Yesterday evening, All About Circuits took Ambiq up on its invitation to a sneak preview of its Apollo microcontroller running under the new ULPBench benchmark before the big announcement today. As expected, the MCU came out on top, but the surprise was by how much it beat the nearest competitors from STMicroelectronics (188) and Texas Instruments (124): it was almost double at 366.
Ambiq’s CEO, Mike Noonan, and EEMBC president, Markus Levy, were quick to point out that in the pre-preview demos the MCU--a 32-bit Cortex M4-based device with a floating-point unit–actually scored 377. Check out the video below for the demo in action:
Now, normally, when you’re 2x the competition in anything, you don’t care too much about a few percentage points difference in scores between demos. But with MCUs, particularly for the Internet of Things (IoT), every microwatt counts, so Noonan can be forgiven for being a tad competitive (and Levy can be forgiven for being excited about his new benchmark). In theory, twice the efficiency means twice the battery life. Or you can even possibly dispense with the battery and use some form of energy harvesting. But be careful. Look at the ULPBench benchmark itself, which you need to understand before coming to any decision based on Ambiq’s enormous win.
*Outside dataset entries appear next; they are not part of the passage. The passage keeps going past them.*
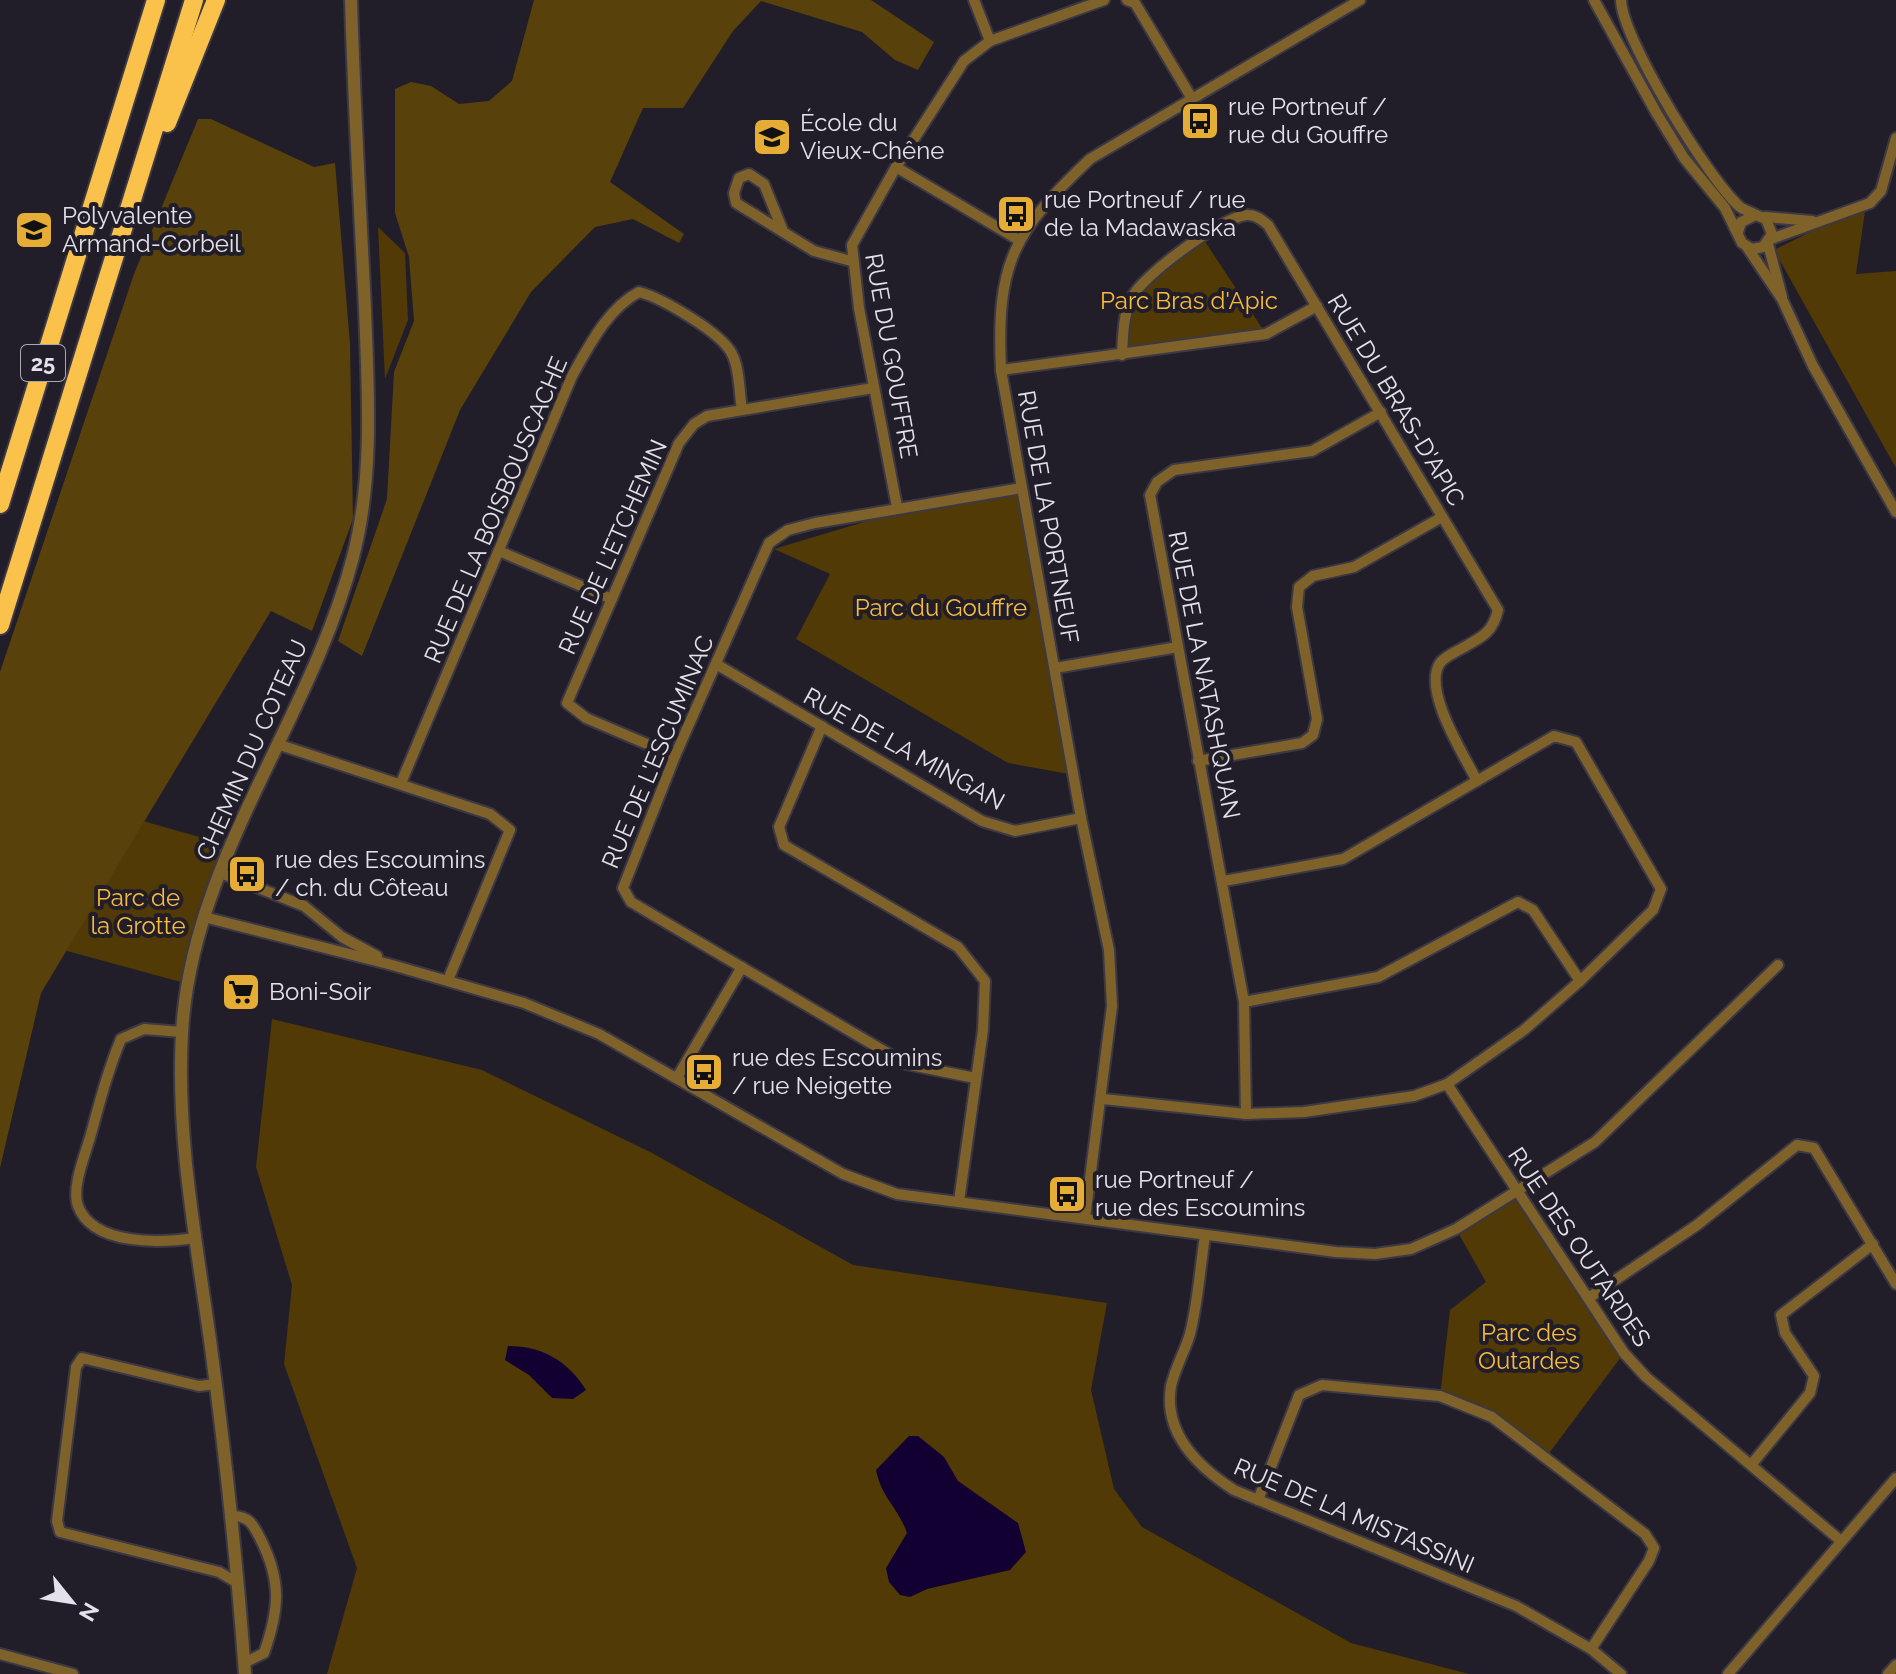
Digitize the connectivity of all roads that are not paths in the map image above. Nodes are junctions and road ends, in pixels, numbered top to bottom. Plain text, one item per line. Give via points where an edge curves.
1 (146, 0) edge
2 (156, 0) edge
3 (194, 0) edge
4 (216, 0) edge
5 (351, 0) edge
6 (974, 0) edge
7 (1104, 0) edge
8 (1127, 0) edge
9 (1360, 0) edge
10 (1594, 0) edge
11 (1621, 0) edge
12 (990, 41) junction
13 (141, 47) junction
14 (1191, 97) junction
15 (1896, 140) edge
16 (896, 167) junction
17 (1759, 215) junction
18 (1814, 221) junction
19 (783, 231) junction
20 (1738, 232) junction
21 (1017, 239) junction
22 (1769, 242) junction
23 (1747, 247) junction
24 (116, 252) junction
25 (851, 261) junction
26 (1782, 299) junction
27 (1317, 306) junction
28 (1122, 355) junction
29 (1001, 370) junction
30 (873, 388) junction
31 (742, 410) junction
32 (1381, 412) junction
33 (1022, 488) junction
34 (0, 504) edge
35 (897, 507) junction
36 (1896, 512) edge
37 (1442, 517) junction
38 (499, 551) junction
39 (612, 599) junction
40 (0, 625) edge
41 (1178, 647) junction
42 (716, 664) junction
43 (1055, 668) junction
44 (822, 726) junction
45 (277, 744) junction
46 (675, 756) junction
47 (1198, 761) junction
48 (1477, 781) junction
49 (401, 783) junction
50 (1081, 818) junction
51 (221, 873) junction
52 (1224, 881) junction
53 (204, 917) junction
54 (392, 965) junction
55 (1778, 965) dead end
56 (742, 967) junction
57 (448, 980) junction
58 (1580, 981) junction
59 (1244, 1002) junction
60 (182, 1032) junction
61 (678, 1076) junction
62 (975, 1078) junction
63 (1447, 1084) junction
64 (1103, 1099) junction
65 (1246, 1114) junction
66 (1514, 1190) junction
67 (959, 1201) junction
68 (1085, 1218) junction
69 (1205, 1236) junction
70 (195, 1238) junction
71 (1873, 1244) junction
72 (1896, 1284) edge
73 (1590, 1297) junction
74 (216, 1384) junction
75 (1751, 1465) junction
76 (1896, 1478) edge
77 (1258, 1500) junction
78 (230, 1516) junction
79 (1841, 1541) junction
80 (236, 1582) junction
81 (1591, 1649) junction
82 (0, 1654) edge
83 (1896, 1665) edge
84 (244, 1669) edge
85 (73, 1674) edge
86 (1621, 1674) edge
87 (1728, 1674) edge
88 (1888, 1674) edge

1 - 13 highway
2 - 13 highway, 25
3 - 24 highway, 25
4 - 24 highway
5 - 45 street, CHEMIN DU COTEAU via 367,370 366,485 344,588
6 - 12 street
7 - 12 street, RUE DU GOUFFRE
8 - 14 street via 1135,3
9 - 14 street, RUE DE LA PORTNEUF
10 - 20 street via 1684,158
11 - 17 street via 1631,34 1704,163 1742,208
12 - 16 street, RUE DU GOUFFRE via 964,61
13 - 34 highway, 25
14 - 21 street, RUE DE LA PORTNEUF via 1090,159
15 - 18 street via 1881,191 1870,203
16 - 21 street
16 - 25 street, RUE DU GOUFFRE via 860,227
17 - 18 street
17 - 20 street via 1741,222
17 - 22 street via 1772,228
18 - 22 street
19 - 19 street via 764,184 749,174 739,178 736,203
19 - 25 street via 814,251
20 - 23 street
21 - 29 street, RUE DE LA PORTNEUF via 999,318
22 - 23 street via 1757,249
22 - 26 street
23 - 26 street
24 - 40 highway, 25
25 - 30 street, RUE DU GOUFFRE
26 - 36 street via 1813,366
27 - 28 street via 1266,334
27 - 28 street, RUE DU BRAS-D'APIC via 1268,225 1246,215 1202,237 1143,280 1130,299
27 - 32 street, RUE DU BRAS-D'APIC
28 - 29 street
29 - 33 street, RUE DE LA PORTNEUF
30 - 31 street, RUE DE L'ETCHEMIN
30 - 35 street, RUE DU GOUFFRE
31 - 38 street, RUE DE LA BOISBOUSCACHE via 735,360 724,343 651,295 639,292 628,298 591,341 572,376
31 - 39 street, RUE DE L'ETCHEMIN via 707,416 679,443
32 - 37 street, RUE DU BRAS-D'APIC
32 - 41 street, RUE DE LA NATASHQUAN via 1312,451 1174,470 1157,482 1150,495
33 - 35 street, RUE DE L'ESCUMINAC
33 - 43 street, RUE DE LA PORTNEUF
35 - 42 street, RUE DE L'ESCUMINAC via 788,530 769,543
37 - 47 street via 1354,567 1313,576 1299,587 1297,607 1317,719 1313,735 1302,743
37 - 48 street, RUE DU BRAS-D'APIC via 1498,610 1488,633 1442,660 1436,672 1444,716
38 - 39 street
38 - 49 street, RUE DE LA BOISBOUSCACHE
39 - 46 street, RUE DE L'ETCHEMIN via 567,703 586,718
41 - 43 street
41 - 47 street, RUE DE LA NATASHQUAN
42 - 44 street, RUE DE LA MINGAN
42 - 46 street, RUE DE L'ESCUMINAC
43 - 50 street, RUE DE LA PORTNEUF
44 - 50 street, RUE DE LA MINGAN via 993,825 1015,831
44 - 62 street via 779,838 958,947 974,963 985,981
45 - 49 street
45 - 51 street, CHEMIN DU COTEAU
46 - 56 street, RUE DE L'ESCUMINAC via 623,888 631,902
47 - 52 street, RUE DE LA NATASHQUAN
48 - 52 street via 1343,859
48 - 58 street via 1554,736 1576,742 1661,889 1653,910
49 - 57 street via 490,814 510,830
50 - 64 street, RUE DE LA PORTNEUF via 1109,950 1112,1006
51 - 53 street, CHEMIN DU COTEAU
51 - 54 street via 304,906 342,937
52 - 59 street, RUE DE LA NATASHQUAN
53 - 54 street
53 - 60 street, CHEMIN DU COTEAU
54 - 57 street
55 - 66 street via 1595,1142
56 - 61 street
56 - 62 street, RUE DE L'ESCUMINAC via 906,1064
57 - 61 street via 599,1034
58 - 59 street via 1533,910 1518,902 1378,977
58 - 63 street via 1524,1030
59 - 65 street, RUE DE LA NATASHQUAN
60 - 70 street, CHEMIN DU COTEAU via 182,1099
60 - 70 street via 144,1029 121,1039 80,1175 77,1204 90,1225 118,1237
61 - 67 street via 843,1174 897,1194
62 - 67 street
63 - 65 street via 1398,1098 1304,1112
63 - 66 street, RUE DES OUTARDES
64 - 65 street
64 - 68 street, RUE DE LA PORTNEUF
66 - 69 street via 1456,1229 1411,1249 1375,1254
66 - 73 street, RUE DES OUTARDES
67 - 68 street
68 - 69 street
69 - 77 street, RUE DE LA MISTASSINI via 1190,1333 1171,1385 1170,1415 1183,1443 1207,1473
70 - 74 street, CHEMIN DU COTEAU
71 - 72 street
71 - 73 street via 1814,1148 1797,1145 1697,1225
71 - 75 street via 1781,1315 1785,1333 1814,1376 1810,1393
73 - 75 street, RUE DES OUTARDES via 1624,1353 1646,1377
74 - 78 street, CHEMIN DU COTEAU
74 - 80 street via 199,1386 82,1358 76,1367 57,1521 60,1532 219,1572
75 - 79 street, RUE DES OUTARDES
76 - 79 street
77 - 81 street, RUE DE LA MISTASSINI via 1516,1606
77 - 81 street via 1299,1395 1322,1385 1440,1396 1492,1417 1645,1534 1654,1548
78 - 80 street, CHEMIN DU COTEAU
78 - 84 street, CHEMIN DU COTEAU via 252,1522 275,1567 275,1620 264,1653
79 - 87 street
80 - 84 street, CHEMIN DU COTEAU
81 - 86 street, RUE DE LA MISTASSINI
82 - 85 street
83 - 88 street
The benchmark came about as result of every MCU supplier saying that its MCU consumed the least power and therefore was better, particularly for IoT applications. They may be right, of course, but only for their particular set of test parameters. But those parameters may not be your application’s parameters, so ULPBench standardizes a known set of typical parameters and conditions so we can at least get a baseline reference point.
In summary, ULPBench standardizes a typical low-power design workload and measures the actual energy required to complete that workload. This approach normalizes the many different behaviors of MCU operation, such as active current, sleep current, wake-up time, core efficiency, and cache efficiency. It then synthesizes this data into a single value developers truly care about: the amount of energy required to complete their specific application.
Ambiq's Apollo MCU in a graphic nutshell.
The key to its low power consumption resides in its Subthreshold Power Optimized Technology (SPOT), which lets it operate at 0.5 V versus the more typical 1.8 V, taking advantage of the square relationship between power consumed and operating voltage (P is proportional to V2). The microcontroller consumes 34μA/MHz executing instructions from Flash, and sleep mode currents can be as low as 140nA. The Apollo MCU is at the heart of the Misfit Shine 2 wearable fitness and sleep monitor, and that energy consumption was a key criterion for its selection by Misfit designer engineers.
"The Misfit has an unprecedented number of sensors and can go up to six months without needing a recharge," says Noonan.
Ambiq won the design seat for the Misfit Shine 2, a sensor hub that can go six months without a recharge, helping remove one of the biggest obstacless to persistent use of fit or heatlh monitoring devices.